[Limits and scopes of invasive risk stratification. Do we still need programmed ventricular stimulation?].

Patients with ischemic heart disease and left ventricular systolic dysfunction (ICM), dilated (DCM), hypertrophic (HCM), or arrhythmogenic right ventricular cardiomyopathy (ARVCM) carry a high risk of sudden cardiac death (SCD). Ventricular tachyarrhythmias are most often the cause of SCD, which can be treated with internal cardioverter defibrillators (ICDs). However, a great proportion of these high-risk patients will never experience potentially lethal ventricular arrhythmias, and as such will never be in need of these devices. Given the risks, inconvenience, and costs of ICDs, markers that adequately stratify patients according to their risk of SCD are needed. Programmed ventricular stimulation (PVS) has long been used to identify the patients' risk of SCD. However, the prognostic ability of PVS is only modest and the negative predictive value is poor. As far as patients with ICM are concerned, recent data from the MUSTT and MADIT II trials demonstrate that in patients with a left ventricular ejection fraction between 30% and 40%, inducibility by PVS can help to identify patients who are at particularly increased risk of SCD. The value of PVS in patients with DCM, HCM, and ARVCM for risk stratification of SCD is less clear and the available data even more limited.
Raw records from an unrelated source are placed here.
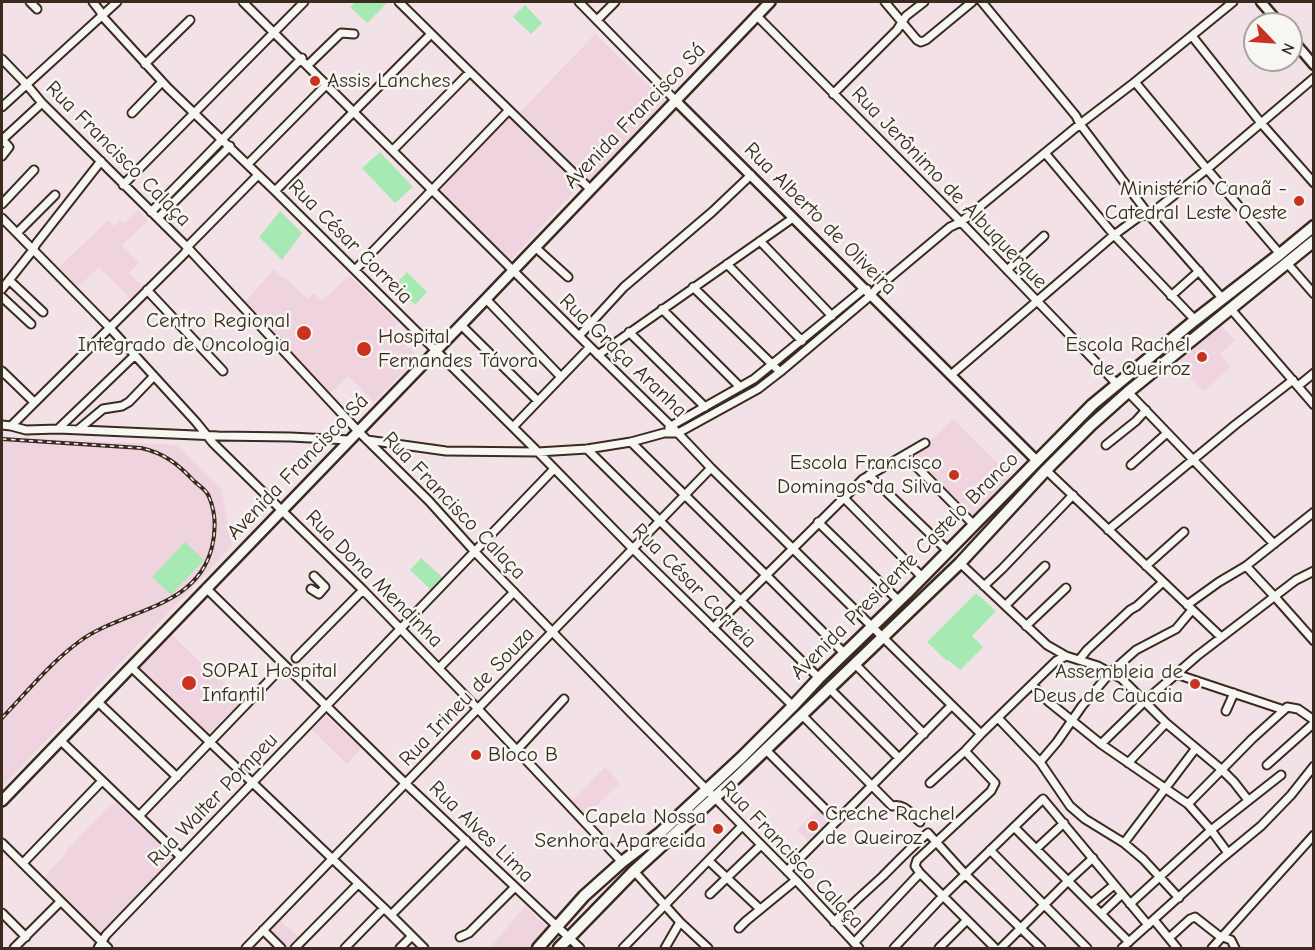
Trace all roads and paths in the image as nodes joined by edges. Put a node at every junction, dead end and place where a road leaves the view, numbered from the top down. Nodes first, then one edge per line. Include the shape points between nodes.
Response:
1 (30, 2) edge
2 (93, 2) edge
3 (117, 2) edge
4 (243, 2) edge
5 (304, 2) edge
6 (399, 2) edge
7 (579, 2) edge
8 (615, 2) edge
9 (770, 2) edge
10 (885, 2) edge
11 (924, 2) edge
12 (972, 2) edge
13 (982, 2) edge
14 (1233, 2) edge
15 (37, 9) dead end
16 (756, 15) junction
17 (102, 16) junction
18 (190, 20) dead end
19 (597, 20) junction
20 (902, 23) junction
21 (274, 32) junction
22 (354, 34) dead end
23 (431, 34) junction
24 (1192, 36) junction
25 (1303, 52) edge
26 (302, 58) junction
27 (2, 59) edge
28 (145, 64) junction
29 (308, 64) junction
30 (1314, 65) edge
31 (470, 72) junction
32 (1314, 78) edge
33 (162, 82) junction
34 (1135, 82) junction
35 (327, 84) junction
36 (27, 85) junction
37 (833, 93) junction
38 (675, 100) junction
39 (42, 103) junction
40 (2, 107) edge
41 (509, 110) junction
42 (353, 111) junction
43 (132, 113) dead end
44 (194, 113) junction
45 (1261, 123) junction
46 (1080, 124) junction
47 (2, 139) edge
48 (222, 139) junction
49 (230, 146) junction
50 (393, 150) junction
51 (1046, 153) junction
52 (2, 156) edge
53 (101, 161) junction
54 (248, 164) junction
55 (1207, 169) junction
56 (34, 170) dead end
57 (258, 175) junction
58 (751, 175) junction
59 (1314, 183) edge
60 (123, 185) junction
61 (590, 189) junction
62 (433, 190) junction
63 (275, 191) junction
64 (56, 195) dead end
65 (2, 204) edge
66 (152, 212) junction
67 (1149, 215) junction
68 (2, 218) edge
69 (158, 218) junction
70 (793, 218) junction
71 (961, 222) junction
72 (1314, 226) edge
73 (17, 233) junction
74 (1114, 235) junction
75 (1044, 236) dead end
76 (760, 241) junction
77 (1314, 241) edge
78 (535, 246) junction
79 (188, 248) junction
80 (33, 250) junction
81 (1284, 259) junction
82 (727, 264) junction
83 (355, 270) junction
84 (513, 270) junction
85 (1007, 270) junction
86 (1199, 271) junction
87 (568, 277) dead end
88 (9, 280) junction
89 (693, 287) junction
90 (2, 289) edge
91 (147, 290) junction
92 (870, 291) junction
93 (1314, 294) edge
94 (1171, 296) junction
95 (2, 297) edge
96 (486, 299) junction
97 (1222, 299) junction
98 (1038, 302) junction
99 (1230, 308) junction
100 (662, 309) junction
101 (43, 312) dead end
102 (832, 316) junction
103 (1195, 320) junction
104 (31, 324) dead end
105 (461, 325) junction
106 (110, 328) junction
107 (629, 332) junction
108 (579, 336) junction
109 (802, 340) junction
110 (590, 347) junction
111 (435, 351) junction
112 (135, 355) junction
113 (598, 355) junction
114 (772, 365) junction
115 (223, 370) dead end
116 (2, 371) edge
117 (780, 372) junction
118 (1314, 373) edge
119 (951, 375) junction
120 (154, 376) junction
121 (561, 377) junction
122 (1295, 383) junction
123 (1117, 384) junction
124 (740, 387) junction
125 (1128, 392) junction
126 (538, 401) junction
127 (34, 402) junction
128 (1314, 405) edge
129 (705, 407) junction
130 (1146, 410) junction
131 (2, 425) edge
132 (11, 426) junction
133 (671, 426) junction
134 (513, 427) junction
135 (58, 429) junction
136 (79, 429) junction
137 (358, 431) junction
138 (664, 433) junction
139 (678, 433) junction
140 (1167, 433) junction
141 (207, 435) junction
142 (349, 440) junction
143 (367, 441) junction
144 (631, 442) junction
145 (925, 443) dead end
146 (1106, 445) dead end
147 (587, 448) junction
148 (538, 452) junction
149 (905, 455) junction
150 (1193, 460) junction
151 (1037, 461) junction
152 (1131, 465) dead end
153 (711, 468) junction
154 (554, 469) junction
155 (1046, 470) junction
156 (869, 474) junction
157 (685, 495) junction
158 (1073, 495) junction
159 (844, 498) junction
160 (282, 510) junction
161 (1314, 512) edge
162 (660, 521) junction
163 (818, 522) junction
164 (974, 525) junction
165 (1108, 530) junction
166 (1184, 532) dead end
167 (1274, 544) junction
168 (792, 548) junction
169 (633, 549) junction
170 (948, 551) junction
171 (475, 552) junction
172 (960, 563) junction
173 (1045, 566) dead end
174 (1146, 566) junction
175 (1246, 566) junction
176 (1314, 571) edge
177 (766, 575) junction
178 (314, 576) dead end
179 (922, 577) junction
180 (1163, 582) junction
181 (984, 586) junction
182 (206, 588) junction
183 (1066, 588) dead end
184 (311, 589) dead end
185 (363, 590) junction
186 (514, 592) junction
187 (907, 592) junction
188 (1275, 597) junction
189 (898, 600) junction
190 (740, 602) junction
191 (918, 604) junction
192 (1006, 605) junction
193 (1190, 607) junction
194 (1026, 626) junction
195 (871, 627) junction
196 (713, 628) junction
197 (400, 629) junction
198 (553, 632) junction
199 (1221, 637) junction
200 (882, 638) junction
201 (1314, 641) edge
202 (844, 653) junction
203 (1066, 656) junction
204 (296, 658) dead end
205 (1079, 660) junction
206 (855, 664) junction
207 (284, 665) junction
208 (130, 667) junction
209 (439, 668) junction
210 (1110, 673) junction
211 (1176, 674) junction
212 (819, 678) junction
213 (1032, 685) junction
214 (830, 689) junction
215 (1234, 693) junction
216 (564, 699) dead end
217 (98, 702) junction
218 (1144, 702) junction
219 (793, 706) junction
220 (951, 706) junction
221 (327, 707) junction
222 (478, 709) junction
223 (1284, 710) junction
224 (1226, 711) dead end
225 (802, 715) junction
226 (998, 718) junction
227 (1071, 721) junction
228 (1314, 721) edge
229 (1166, 723) junction
230 (924, 734) junction
231 (981, 734) junction
232 (60, 740) junction
233 (210, 743) junction
234 (1101, 744) junction
235 (1196, 748) junction
236 (517, 750) junction
237 (766, 750) junction
238 (965, 751) junction
239 (899, 758) junction
240 (1040, 762) junction
241 (1128, 763) junction
242 (1267, 765) dead end
243 (1314, 766) edge
244 (1221, 769) junction
245 (1281, 775) dead end
246 (177, 777) junction
247 (102, 781) junction
248 (252, 783) junction
249 (930, 783) dead end
250 (406, 784) junction
251 (872, 785) junction
252 (1165, 788) junction
253 (711, 794) junction
254 (1248, 800) junction
255 (2, 801) edge
256 (1188, 804) junction
257 (139, 816) junction
258 (837, 821) junction
259 (920, 822) dead end
260 (1064, 823) junction
261 (742, 826) junction
262 (1014, 826) junction
263 (1211, 830) junction
264 (1314, 835) edge
265 (466, 840) junction
266 (937, 842) junction
267 (2, 843) edge
268 (1124, 843) junction
269 (761, 845) junction
270 (1036, 849) junction
271 (990, 850) junction
272 (1228, 853) junction
273 (181, 858) junction
274 (1093, 858) junction
275 (332, 859) junction
276 (709, 861) junction
277 (622, 862) junction
278 (23, 863) junction
279 (634, 871) junction
280 (786, 871) junction
281 (920, 873) junction
282 (966, 874) junction
283 (1160, 877) junction
284 (727, 878) junction
285 (796, 880) junction
286 (1068, 881) junction
287 (358, 884) junction
288 (1114, 885) junction
289 (515, 887) junction
290 (710, 894) dead end
291 (1122, 894) junction
292 (943, 896) junction
293 (1179, 898) junction
294 (60, 902) junction
295 (1091, 904) junction
296 (1130, 904) junction
297 (1044, 905) junction
298 (665, 906) junction
299 (384, 908) junction
300 (760, 909) junction
301 (2, 914) edge
302 (1101, 914) junction
303 (391, 915) junction
304 (1155, 920) junction
305 (966, 921) junction
306 (680, 922) junction
307 (834, 922) junction
308 (1148, 926) junction
309 (556, 927) junction
310 (740, 928) dead end
311 (1020, 928) junction
312 (263, 930) junction
313 (412, 936) junction
314 (1222, 936) junction
315 (26, 937) junction
316 (460, 937) dead end
317 (569, 938) junction
318 (1169, 938) junction
319 (1129, 942) junction
320 (100, 945) edge
321 (857, 946) edge
322 (990, 947) edge
323 (1174, 947) edge
324 (14, 948) edge
325 (108, 948) edge
326 (246, 948) edge
327 (280, 948) edge
328 (296, 948) edge
329 (345, 948) edge
330 (400, 948) edge
331 (424, 948) edge
332 (538, 948) edge
333 (559, 948) edge
334 (580, 948) edge
335 (623, 948) edge
336 (665, 948) edge
337 (708, 948) edge
338 (894, 948) edge
339 (939, 948) edge
340 (1001, 948) edge
341 (1041, 948) edge
342 (1087, 948) edge
343 (1122, 948) edge
344 (1212, 948) edge
345 (1235, 948) edge

1 - 15 street
2 - 17 street, Rua César Correia
3 - 17 street
4 - 21 street, Rua Graça Aranha
5 - 21 street
6 - 23 street
7 - 19 street, Rua Alberto de Oliveira
8 - 19 street
9 - 16 main road, Avenida Francisco Sá
10 - 20 street
11 - 20 street
12 - 20 street via 923,42
13 - 46 street
14 - 24 street
16 - 37 street, Rua Jerônimo de Albuquerque
16 - 38 main road, Avenida Francisco Sá
17 - 28 street, Rua César Correia
17 - 36 street
18 - 28 street
19 - 38 street, Rua Alberto de Oliveira
20 - 37 street
21 - 26 street, Rua Graça Aranha
21 - 44 street
22 - 29 street via 341,33
23 - 31 street
23 - 42 street
24 - 34 street
24 - 45 street
25 - 30 street
26 - 29 street, Rua Graça Aranha
26 - 48 street
27 - 36 street, Rua Francisco Calaça
28 - 33 street, Rua César Correia
29 - 35 street, Rua Graça Aranha
31 - 41 street
31 - 50 street
32 - 45 street
33 - 43 street
33 - 44 street, Rua César Correia
34 - 46 street
34 - 55 street
35 - 42 street, Rua Graça Aranha
35 - 54 street
36 - 39 street, Rua Francisco Calaça
36 - 40 street
37 - 71 street, Rua Jerônimo de Albuquerque
38 - 58 street, Rua Alberto de Oliveira
38 - 61 main road, Avenida Francisco Sá
39 - 47 street
39 - 53 street, Rua Francisco Calaça
41 - 61 street
41 - 62 street
42 - 50 street, Rua Graça Aranha
42 - 63 street
44 - 48 street, Rua César Correia
44 - 60 street
45 - 55 street
45 - 59 street
46 - 51 street
46 - 67 street
47 - 52 street via 9,147
48 - 49 street, Rua César Correia
48 - 66 street
49 - 54 street, Rua César Correia
49 - 69 street
50 - 62 street, Rua Graça Aranha
51 - 71 street
51 - 74 street
53 - 60 street, Rua Francisco Calaça
53 - 80 street
54 - 57 street, Rua César Correia
55 - 67 street
55 - 81 street
56 - 65 street
57 - 63 street, Rua César Correia
57 - 79 street
58 - 70 street, Rua Alberto de Oliveira
58 - 108 street via 624,287
60 - 66 street, Rua Francisco Calaça
61 - 78 main road, Avenida Francisco Sá
62 - 83 street
62 - 84 street, Rua Graça Aranha
63 - 83 street, Rua César Correia
64 - 73 street
66 - 69 street, Rua Francisco Calaça
67 - 74 street via 1140,216
67 - 86 street
68 - 73 street, Rua Dona Mendinha
69 - 79 street, Rua Francisco Calaça
70 - 76 street
70 - 92 street, Rua Alberto de Oliveira
71 - 85 street, Rua Jerônimo de Albuquerque
71 - 92 street
72 - 81 main road, Avenida Presidente Castelo Branco
73 - 80 street, Rua Dona Mendinha
74 - 94 street
74 - 98 street
75 - 85 street
76 - 82 street
76 - 102 street
77 - 81 main road, Avenida Presidente Castelo Branco
78 - 84 main road, Avenida Francisco Sá
78 - 87 street
79 - 91 street
79 - 137 street, Rua Francisco Calaça
80 - 88 street
80 - 106 street, Rua Dona Mendinha
81 - 93 street
81 - 97 main road, Avenida Presidente Castelo Branco
81 - 99 main road, Avenida Presidente Castelo Branco
82 - 89 street
82 - 109 street
83 - 111 street, Rua César Correia
84 - 96 main road, Avenida Francisco Sá
84 - 108 street, Rua Graça Aranha
85 - 98 street, Rua Jerônimo de Albuquerque
86 - 94 street
86 - 97 street
88 - 90 street
88 - 101 street
89 - 100 street
89 - 114 street
91 - 106 street
91 - 115 street
92 - 102 street
92 - 117 street
92 - 119 street, Rua Alberto de Oliveira
94 - 103 street
95 - 104 street
96 - 105 main road, Avenida Francisco Sá
96 - 121 street
97 - 103 main road, Avenida Presidente Castelo Branco
98 - 119 street
98 - 123 street, Rua Jerônimo de Albuquerque
99 - 122 street
99 - 125 main road, Avenida Presidente Castelo Branco
100 - 107 street
100 - 124 street
102 - 109 street
103 - 123 main road, Avenida Presidente Castelo Branco
105 - 111 main road, Avenida Francisco Sá
105 - 126 street
106 - 112 street, Rua Dona Mendinha
106 - 127 street
107 - 113 street
107 - 129 street
108 - 110 street, Rua Graça Aranha
109 - 114 street
110 - 113 street, Rua Graça Aranha
110 - 121 street
111 - 134 street, Rua César Correia
111 - 137 main road, Avenida Francisco Sá
112 - 120 street, Rua Dona Mendinha
112 - 135 street
113 - 133 street, Rua Graça Aranha
114 - 117 street
114 - 124 street
116 - 127 street
117 - 139 street via 758,389
118 - 122 street
119 - 151 street, Rua Alberto de Oliveira
120 - 136 street via 129,402 103,409
120 - 141 street, Rua Dona Mendinha
121 - 126 street
122 - 128 street
122 - 150 street
123 - 151 main road, Avenida Presidente Castelo Branco
124 - 129 street
125 - 130 street
125 - 155 main road, Avenida Presidente Castelo Branco
126 - 134 street
127 - 132 street
129 - 133 street
130 - 140 street
130 - 146 street
131 - 132 street
132 - 135 street via 26,430
133 - 138 street
133 - 139 street, Rua Graça Aranha
134 - 148 street, Rua César Correia
135 - 136 street
136 - 141 street
137 - 142 main road, Avenida Francisco Sá
137 - 143 street, Rua Francisco Calaça
138 - 139 street
138 - 144 street
139 - 153 street, Rua Graça Aranha
140 - 150 street
140 - 152 street
141 - 142 street
141 - 160 street, Rua Dona Mendinha
142 - 160 main road, Avenida Francisco Sá
143 - 148 street via 446,451
143 - 171 street, Rua Francisco Calaça
144 - 147 street
144 - 157 street
145 - 149 street
147 - 148 street
147 - 162 street
148 - 154 street, Rua César Correia
149 - 156 street
149 - 164 street
150 - 165 street
150 - 167 street
151 - 164 main road, Avenida Presidente Castelo Branco
153 - 157 street, Rua Irineu de Souza
153 - 168 street, Rua Graça Aranha
154 - 169 street, Rua César Correia
154 - 171 street, Rua Walter Pompeu
155 - 158 street
155 - 172 main road, Avenida Presidente Castelo Branco
156 - 159 street
156 - 170 street
157 - 162 street, Rua Irineu de Souza
157 - 177 street
158 - 165 street
158 - 181 street
159 - 163 street
159 - 179 street
160 - 182 main road, Avenida Francisco Sá
160 - 185 street, Rua Dona Mendinha
161 - 167 street
162 - 169 street, Rua Irineu de Souza
162 - 190 street
163 - 168 street
163 - 189 street
164 - 170 main road, Avenida Presidente Castelo Branco
165 - 174 street
166 - 174 street
167 - 175 street
168 - 177 street
168 - 195 street, Rua Graça Aranha
169 - 196 street, Rua César Correia
169 - 198 street, Rua Irineu de Souza
170 - 179 main road, Avenida Presidente Castelo Branco
171 - 186 street, Rua Francisco Calaça
171 - 197 street, Rua Walter Pompeu
172 - 181 street
172 - 191 main road, Avenida Presidente Castelo Branco
173 - 192 street
174 - 180 street
175 - 188 street
175 - 193 street via 1219,582
176 - 188 street
177 - 190 street
177 - 202 street
178 - 184 street via 325,587 319,594
179 - 187 main road, Avenida Presidente Castelo Branco
180 - 193 street
180 - 205 street
181 - 192 street
182 - 207 street, Rua Alves Lima
182 - 208 main road, Avenida Francisco Sá
183 - 194 street
185 - 197 street, Rua Dona Mendinha
185 - 204 street
186 - 198 street, Rua Francisco Calaça
186 - 209 street
187 - 189 main road, Avenida Presidente Castelo Branco
187 - 191 main road
188 - 199 street
188 - 201 street
189 - 195 main road, Avenida Presidente Castelo Branco
190 - 196 street
190 - 212 street
191 - 200 main road, Avenida Presidente Castelo Branco
192 - 194 street
193 - 199 street
193 - 210 street via 1176,629 1136,650
194 - 203 street
195 - 200 street, Rua Graça Aranha
195 - 202 main road, Avenida Presidente Castelo Branco
196 - 219 street, Rua César Correia
197 - 209 street, Rua Dona Mendinha
197 - 221 street, Rua Walter Pompeu
198 - 222 street, Rua Irineu de Souza
198 - 253 street, Rua Francisco Calaça
199 - 211 street
200 - 206 main road, Avenida Presidente Castelo Branco
200 - 220 street, Rua Graça Aranha
202 - 212 main road, Avenida Presidente Castelo Branco
203 - 205 street
203 - 213 street
205 - 210 street
206 - 214 main road, Avenida Presidente Castelo Branco
206 - 230 street
207 - 221 street, Rua Alves Lima
207 - 233 street
208 - 217 main road, Avenida Francisco Sá
208 - 233 street
209 - 222 street, Rua Dona Mendinha
210 - 218 street via 1122,679
210 - 227 street
211 - 215 street
211 - 218 street
212 - 219 main road, Avenida Presidente Castelo Branco
213 - 226 street
213 - 227 street
214 - 225 main road, Avenida Presidente Castelo Branco
214 - 239 street
215 - 223 street
215 - 224 street
216 - 236 street
217 - 232 main road, Avenida Francisco Sá
217 - 246 street
218 - 229 street
218 - 234 street
219 - 253 main road, Avenida Presidente Castelo Branco
220 - 230 street
220 - 231 street, Rua Graça Aranha
221 - 248 street, Rua Walter Pompeu
221 - 250 street, Rua Alves Lima
222 - 236 street, Rua Dona Mendinha
222 - 250 street, Rua Irineu de Souza
223 - 228 street via 1298,709
223 - 244 street
225 - 237 main road, Avenida Presidente Castelo Branco
225 - 251 street
226 - 231 street
226 - 240 street
227 - 234 street
227 - 240 street
228 - 242 street
229 - 235 street
229 - 241 street
230 - 239 street
231 - 238 street
232 - 247 street
232 - 255 main road, Avenida Francisco Sá
233 - 246 street
233 - 248 street
234 - 241 street
235 - 244 street
235 - 252 street
236 - 277 street, Rua Dona Mendinha
237 - 253 main road, Avenida Presidente Castelo Branco
237 - 258 street
238 - 249 street
238 - 266 street via 995,783
239 - 251 street
240 - 268 street via 1070,806
241 - 252 street
243 - 272 street via 1261,826
244 - 254 street
244 - 256 street
245 - 254 street
246 - 257 street
247 - 257 street
247 - 278 street
248 - 273 street, Rua Walter Pompeu
248 - 275 street
250 - 265 street, Rua Alves Lima
250 - 275 street, Rua Irineu de Souza
251 - 258 street
251 - 259 street via 892,806 905,807
252 - 256 street
252 - 268 street
253 - 261 street, Rua Francisco Calaça
253 - 277 main road, Avenida Presidente Castelo Branco
253 - 279 main road, Avenida Presidente Castelo Branco
254 - 263 street
256 - 263 street
257 - 273 street
258 - 280 street
260 - 262 street via 1043,799
260 - 270 street
260 - 274 street
261 - 269 street, Rua Francisco Calaça
261 - 276 street
262 - 270 street
262 - 271 street
263 - 272 street
263 - 283 street
264 - 314 street
265 - 289 street, Rua Alves Lima
265 - 303 street
266 - 281 street via 917,860 915,866
266 - 282 street
266 - 307 street via 928,832
267 - 278 street
268 - 283 street
269 - 280 street, Rua Francisco Calaça
269 - 284 street
270 - 286 street
271 - 282 street
271 - 297 street
272 - 293 street
273 - 320 street, Rua Walter Pompeu
274 - 286 street
274 - 288 street
275 - 287 street
275 - 312 street, Rua Irineu de Souza
276 - 284 street
276 - 298 street
277 - 309 main road, Avenida Presidente Castelo Branco
278 - 294 street
279 - 298 street
279 - 317 main road, Avenida Presidente Castelo Branco
280 - 285 street, Rua Francisco Calaça
281 - 292 street
281 - 321 street
282 - 292 street
282 - 311 street
283 - 293 street
283 - 296 street
284 - 290 street
284 - 300 street
285 - 300 street
285 - 307 street, Rua Francisco Calaça
286 - 295 street
286 - 297 street
287 - 299 street
287 - 328 street
288 - 291 street
288 - 295 street
289 - 309 street, Rua Alves Lima
289 - 316 street via 470,933
291 - 296 street
291 - 302 street
292 - 305 street
292 - 338 street
293 - 304 street
294 - 315 street
294 - 320 street
295 - 302 street
296 - 308 street
297 - 311 street
297 - 342 street
298 - 306 street
298 - 335 street
299 - 303 street
299 - 329 street
300 - 310 street
301 - 315 street
302 - 319 street
303 - 313 street
304 - 308 street
304 - 318 street
305 - 322 street
305 - 339 street
306 - 336 street
306 - 337 street
307 - 321 street, Rua Francisco Calaça
308 - 319 street
309 - 317 street, Rua Alves Lima
309 - 332 main road, Avenida Presidente Castelo Branco
311 - 340 street
311 - 341 street
312 - 326 street, Rua Irineu de Souza
312 - 327 street
313 - 330 street
313 - 331 street
314 - 318 street via 1195,917
314 - 344 street
314 - 345 street via 1231,940
315 - 324 street
317 - 333 main road, Avenida Presidente Castelo Branco
317 - 334 street, Rua Alves Lima
318 - 323 street
319 - 343 street
320 - 325 street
In these patients, the inducibility of ventricular tachyarrhythmias does not clearly correlate with VT/VF (ventricular tachycardia/ventricular fibrillation) risk, and more importantly, noninducibility does not portend good prognosis. The current German guidelines appreciate these uncertainties of PVS for risk stratification with class IIb recommendations in certain patients with ICM, HCM or ARVCM. In the future, combining the results of invasive PVS with other noninvasive parameters may improve its prognostic value. Furthermore, expanding the role of PVS to guiding therapeutic ablation of ventricular arrhythmias may influence patient's future risk of SCD.